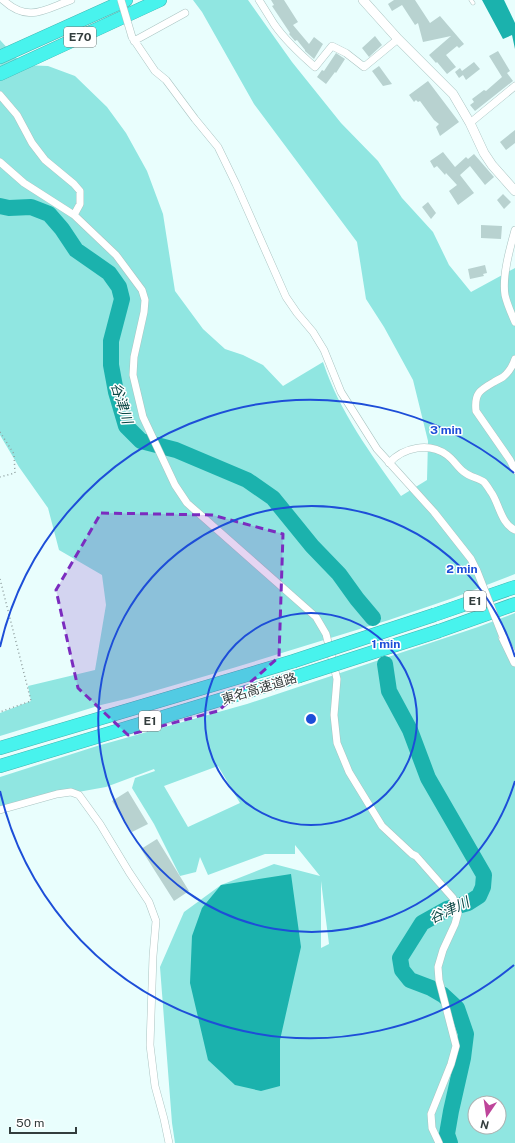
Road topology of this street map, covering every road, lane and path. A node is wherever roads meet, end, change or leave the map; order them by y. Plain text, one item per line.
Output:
1 (3, 0) edge
2 (71, 0) edge
3 (121, 0) edge
4 (126, 0) edge
5 (160, 0) edge
6 (259, 0) edge
7 (363, 0) edge
8 (185, 13) dead end
9 (133, 39) junction
10 (398, 39) junction
11 (0, 57) edge
12 (0, 74) edge
13 (515, 86) edge
14 (0, 95) edge
15 (470, 123) junction
16 (0, 162) edge
17 (515, 191) edge
18 (74, 215) junction
19 (515, 230) edge
20 (515, 322) edge
21 (515, 359) edge
22 (0, 432) edge
23 (389, 463) junction
24 (515, 470) edge
25 (0, 477) edge
26 (515, 530) edge
27 (0, 579) edge
28 (515, 587) edge
29 (515, 604) edge
30 (503, 637) joint
31 (515, 662) edge
32 (0, 712) edge
33 (0, 748) edge
34 (0, 766) edge
35 (0, 810) edge
36 (169, 1143) edge
37 (439, 1143) edge

1 - 2 street
3 - 9 street, bridge
4 - 11 highway, E70
5 - 12 highway, E70
6 - 10 street
7 - 10 street
8 - 9 street
9 - 23 street
10 - 15 street
13 - 15 street
14 - 18 street
15 - 17 street
16 - 18 street
18 - 37 street
19 - 20 street
21 - 24 street
22 - 25 path
23 - 26 street
23 - 30 street, bridge
27 - 32 path
28 - 33 highway, 東名高速道路 / E1, bridge
29 - 34 highway, 東名高速道路 / E1, bridge
30 - 31 street
35 - 36 street

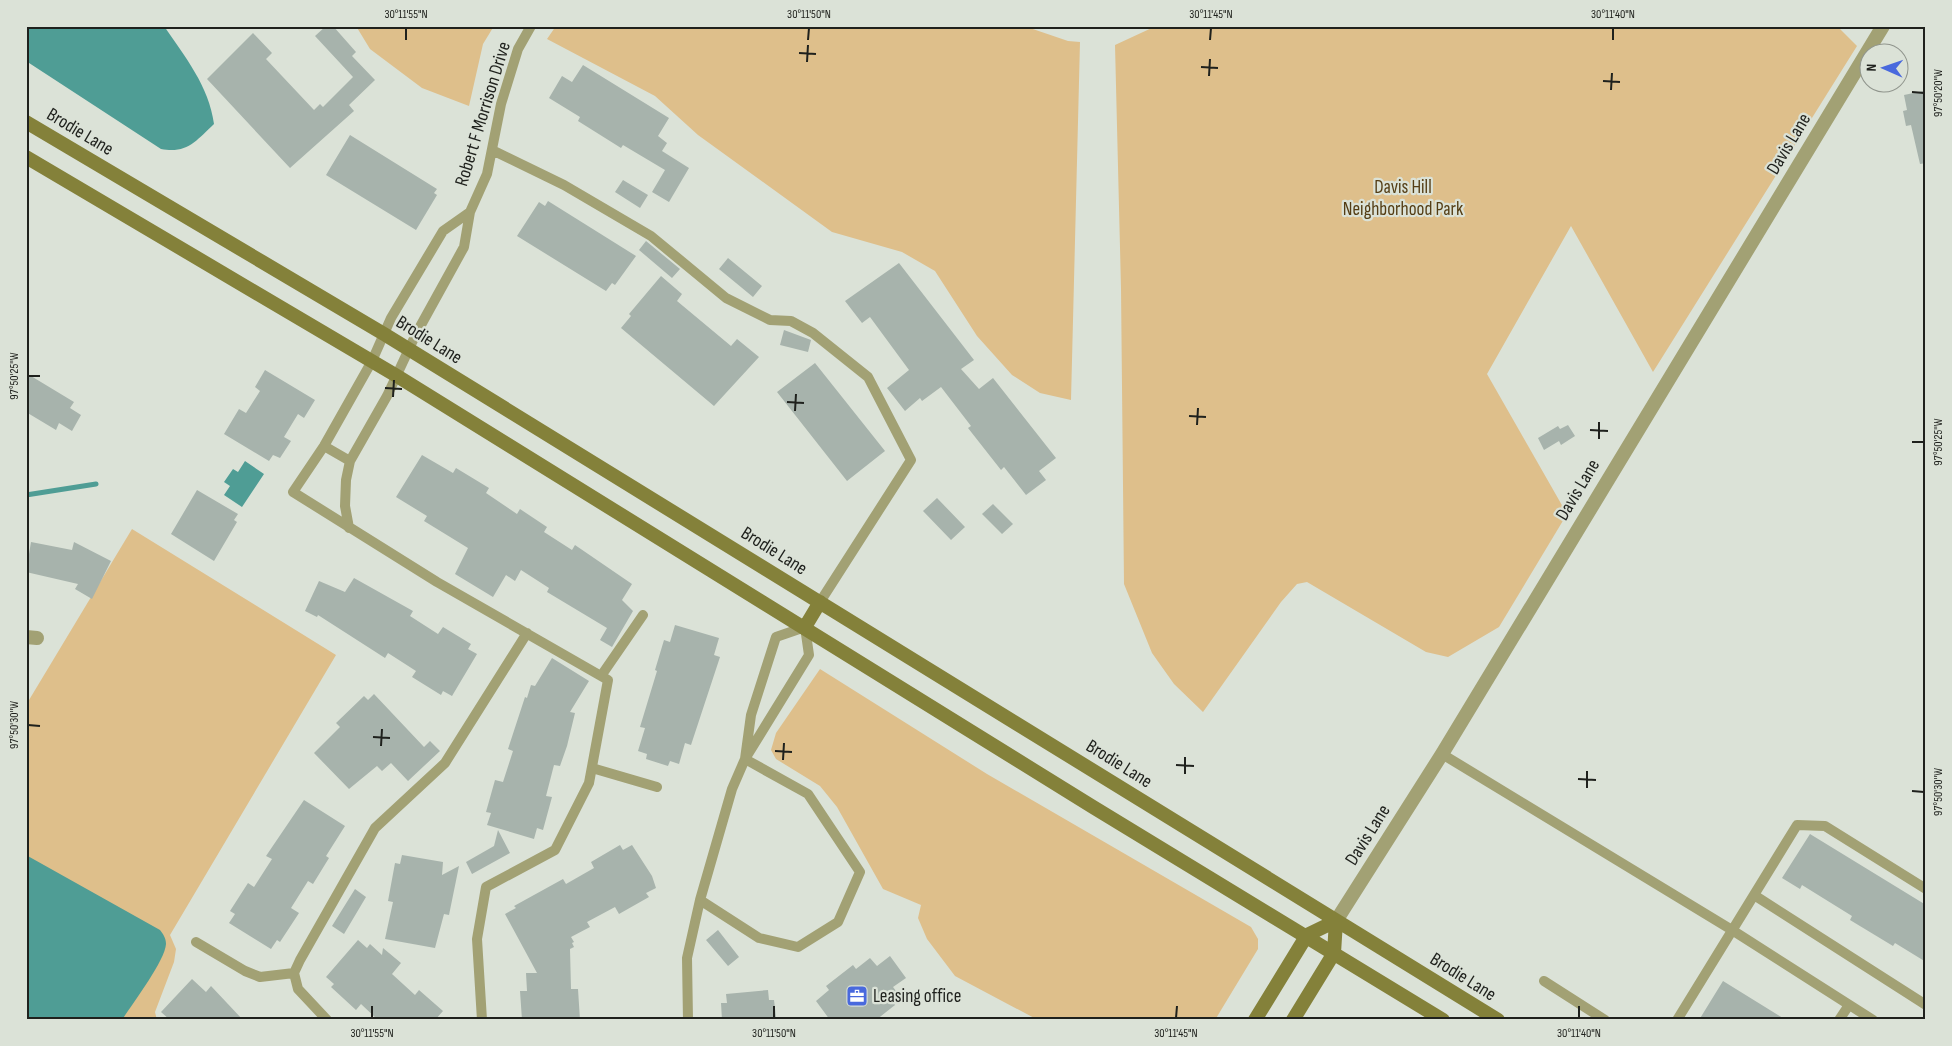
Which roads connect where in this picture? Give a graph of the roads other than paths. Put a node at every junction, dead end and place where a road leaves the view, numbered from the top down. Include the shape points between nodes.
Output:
1 (531, 26) edge
2 (1877, 30) edge
3 (26, 122) edge
4 (492, 150) junction
5 (26, 157) edge
6 (470, 212) junction
7 (384, 334) junction
8 (410, 350) junction
9 (372, 361) junction
10 (397, 376) junction
11 (324, 446) junction
12 (350, 461) junction
13 (349, 528) junction
14 (820, 602) junction
15 (643, 614) dead end
16 (804, 627) junction
17 (526, 633) junction
18 (601, 676) junction
19 (1442, 754) junction
20 (745, 759) junction
21 (592, 768) junction
22 (657, 787) dead end
23 (1926, 890) edge
24 (1754, 895) junction
25 (700, 900) junction
26 (1336, 920) junction
27 (1732, 930) junction
28 (1307, 935) junction
29 (196, 942) dead end
30 (1334, 953) junction
31 (294, 973) junction
32 (1544, 981) dead end
33 (1849, 1005) junction
34 (1926, 1005) edge
35 (327, 1020) edge
36 (482, 1020) edge
37 (688, 1020) edge
38 (1255, 1020) edge
39 (1292, 1020) edge
40 (1443, 1020) edge
41 (1498, 1020) edge
42 (1605, 1020) edge
43 (1677, 1020) edge
44 (1839, 1020) edge
45 (1872, 1020) edge

1 - 4 lane, Robert F Morrison Drive via 518,49 501,104
2 - 19 street, Davis Lane
3 - 7 main road, Brodie Lane
4 - 6 lane, Robert F Morrison Drive via 487,174
4 - 14 lane via 564,185 651,236 726,298 770,320 792,321 813,333 868,377 912,460
5 - 9 main road
6 - 7 lane, Robert F Morrison Drive via 443,231
6 - 8 lane, Robert F Morrison Drive via 464,247
7 - 8 main road, Brodie Lane
7 - 9 lane, Robert F Morrison Drive
8 - 10 lane, Robert F Morrison Drive
8 - 14 main road, Brodie Lane
9 - 10 main road
9 - 11 lane, Robert F Morrison Drive
10 - 12 lane, Robert F Morrison Drive
10 - 16 main road
11 - 12 lane
11 - 13 lane, Robert F Morrison Drive via 293,492
12 - 13 lane, Robert F Morrison Drive via 345,506
13 - 17 lane
14 - 16 main road
14 - 26 main road, Brodie Lane
15 - 18 lane
16 - 20 lane via 809,655
16 - 20 lane via 776,637 751,715
16 - 28 main road via 1093,807
17 - 18 lane
17 - 31 lane via 445,763 375,828
18 - 21 lane via 608,680
19 - 26 street, Davis Lane
19 - 27 lane
20 - 25 lane via 732,789
20 - 25 lane via 808,794 860,872 838,922 798,947 759,938
21 - 22 lane
21 - 36 lane via 589,783 555,850 486,887 477,939
23 - 24 lane via 1825,826 1797,825
24 - 27 lane
24 - 34 lane
25 - 37 lane via 687,958
26 - 28 main road
26 - 30 main road, Davis Lane
26 - 41 main road, Brodie Lane
27 - 33 lane
27 - 43 lane
28 - 30 main road
28 - 38 main road
29 - 31 lane via 260,977
30 - 39 main road, Davis Lane
30 - 40 main road
31 - 35 lane via 298,989
32 - 42 lane
33 - 44 lane
33 - 45 lane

▶ [Task] Set down all of the material word for word, minus its pictures.

▶ [Response for this exercise]
Road topology of this street map, covering every road, lane and path. A node is wherever roads meet, end, change or leave the map; order them by y. Plain text, one item per line.
Output:
1 (3, 0) edge
2 (71, 0) edge
3 (121, 0) edge
4 (126, 0) edge
5 (160, 0) edge
6 (259, 0) edge
7 (363, 0) edge
8 (185, 13) dead end
9 (133, 39) junction
10 (398, 39) junction
11 (0, 57) edge
12 (0, 74) edge
13 (515, 86) edge
14 (0, 95) edge
15 (470, 123) junction
16 (0, 162) edge
17 (515, 191) edge
18 (74, 215) junction
19 (515, 230) edge
20 (515, 322) edge
21 (515, 359) edge
22 (0, 432) edge
23 (389, 463) junction
24 (515, 470) edge
25 (0, 477) edge
26 (515, 530) edge
27 (0, 579) edge
28 (515, 587) edge
29 (515, 604) edge
30 (503, 637) joint
31 (515, 662) edge
32 (0, 712) edge
33 (0, 748) edge
34 (0, 766) edge
35 (0, 810) edge
36 (169, 1143) edge
37 (439, 1143) edge

1 - 2 street
3 - 9 street, bridge
4 - 11 highway, E70
5 - 12 highway, E70
6 - 10 street
7 - 10 street
8 - 9 street
9 - 23 street
10 - 15 street
13 - 15 street
14 - 18 street
15 - 17 street
16 - 18 street
18 - 37 street
19 - 20 street
21 - 24 street
22 - 25 path
23 - 26 street
23 - 30 street, bridge
27 - 32 path
28 - 33 highway, 東名高速道路 / E1, bridge
29 - 34 highway, 東名高速道路 / E1, bridge
30 - 31 street
35 - 36 street

Which roads connect where in this picture? Give a graph of the roads other than paths. Put a node at every junction, dead end and place where a road leaves the view, numbered from the top down. Include the shape points between nodes.
Output:
1 (531, 26) edge
2 (1877, 30) edge
3 (26, 122) edge
4 (492, 150) junction
5 (26, 157) edge
6 (470, 212) junction
7 (384, 334) junction
8 (410, 350) junction
9 (372, 361) junction
10 (397, 376) junction
11 (324, 446) junction
12 (350, 461) junction
13 (349, 528) junction
14 (820, 602) junction
15 (643, 614) dead end
16 (804, 627) junction
17 (526, 633) junction
18 (601, 676) junction
19 (1442, 754) junction
20 (745, 759) junction
21 (592, 768) junction
22 (657, 787) dead end
23 (1926, 890) edge
24 (1754, 895) junction
25 (700, 900) junction
26 (1336, 920) junction
27 (1732, 930) junction
28 (1307, 935) junction
29 (196, 942) dead end
30 (1334, 953) junction
31 (294, 973) junction
32 (1544, 981) dead end
33 (1849, 1005) junction
34 (1926, 1005) edge
35 (327, 1020) edge
36 (482, 1020) edge
37 (688, 1020) edge
38 (1255, 1020) edge
39 (1292, 1020) edge
40 (1443, 1020) edge
41 (1498, 1020) edge
42 (1605, 1020) edge
43 (1677, 1020) edge
44 (1839, 1020) edge
45 (1872, 1020) edge

1 - 4 lane, Robert F Morrison Drive via 518,49 501,104
2 - 19 street, Davis Lane
3 - 7 main road, Brodie Lane
4 - 6 lane, Robert F Morrison Drive via 487,174
4 - 14 lane via 564,185 651,236 726,298 770,320 792,321 813,333 868,377 912,460
5 - 9 main road
6 - 7 lane, Robert F Morrison Drive via 443,231
6 - 8 lane, Robert F Morrison Drive via 464,247
7 - 8 main road, Brodie Lane
7 - 9 lane, Robert F Morrison Drive
8 - 10 lane, Robert F Morrison Drive
8 - 14 main road, Brodie Lane
9 - 10 main road
9 - 11 lane, Robert F Morrison Drive
10 - 12 lane, Robert F Morrison Drive
10 - 16 main road
11 - 12 lane
11 - 13 lane, Robert F Morrison Drive via 293,492
12 - 13 lane, Robert F Morrison Drive via 345,506
13 - 17 lane
14 - 16 main road
14 - 26 main road, Brodie Lane
15 - 18 lane
16 - 20 lane via 809,655
16 - 20 lane via 776,637 751,715
16 - 28 main road via 1093,807
17 - 18 lane
17 - 31 lane via 445,763 375,828
18 - 21 lane via 608,680
19 - 26 street, Davis Lane
19 - 27 lane
20 - 25 lane via 732,789
20 - 25 lane via 808,794 860,872 838,922 798,947 759,938
21 - 22 lane
21 - 36 lane via 589,783 555,850 486,887 477,939
23 - 24 lane via 1825,826 1797,825
24 - 27 lane
24 - 34 lane
25 - 37 lane via 687,958
26 - 28 main road
26 - 30 main road, Davis Lane
26 - 41 main road, Brodie Lane
27 - 33 lane
27 - 43 lane
28 - 30 main road
28 - 38 main road
29 - 31 lane via 260,977
30 - 39 main road, Davis Lane
30 - 40 main road
31 - 35 lane via 298,989
32 - 42 lane
33 - 44 lane
33 - 45 lane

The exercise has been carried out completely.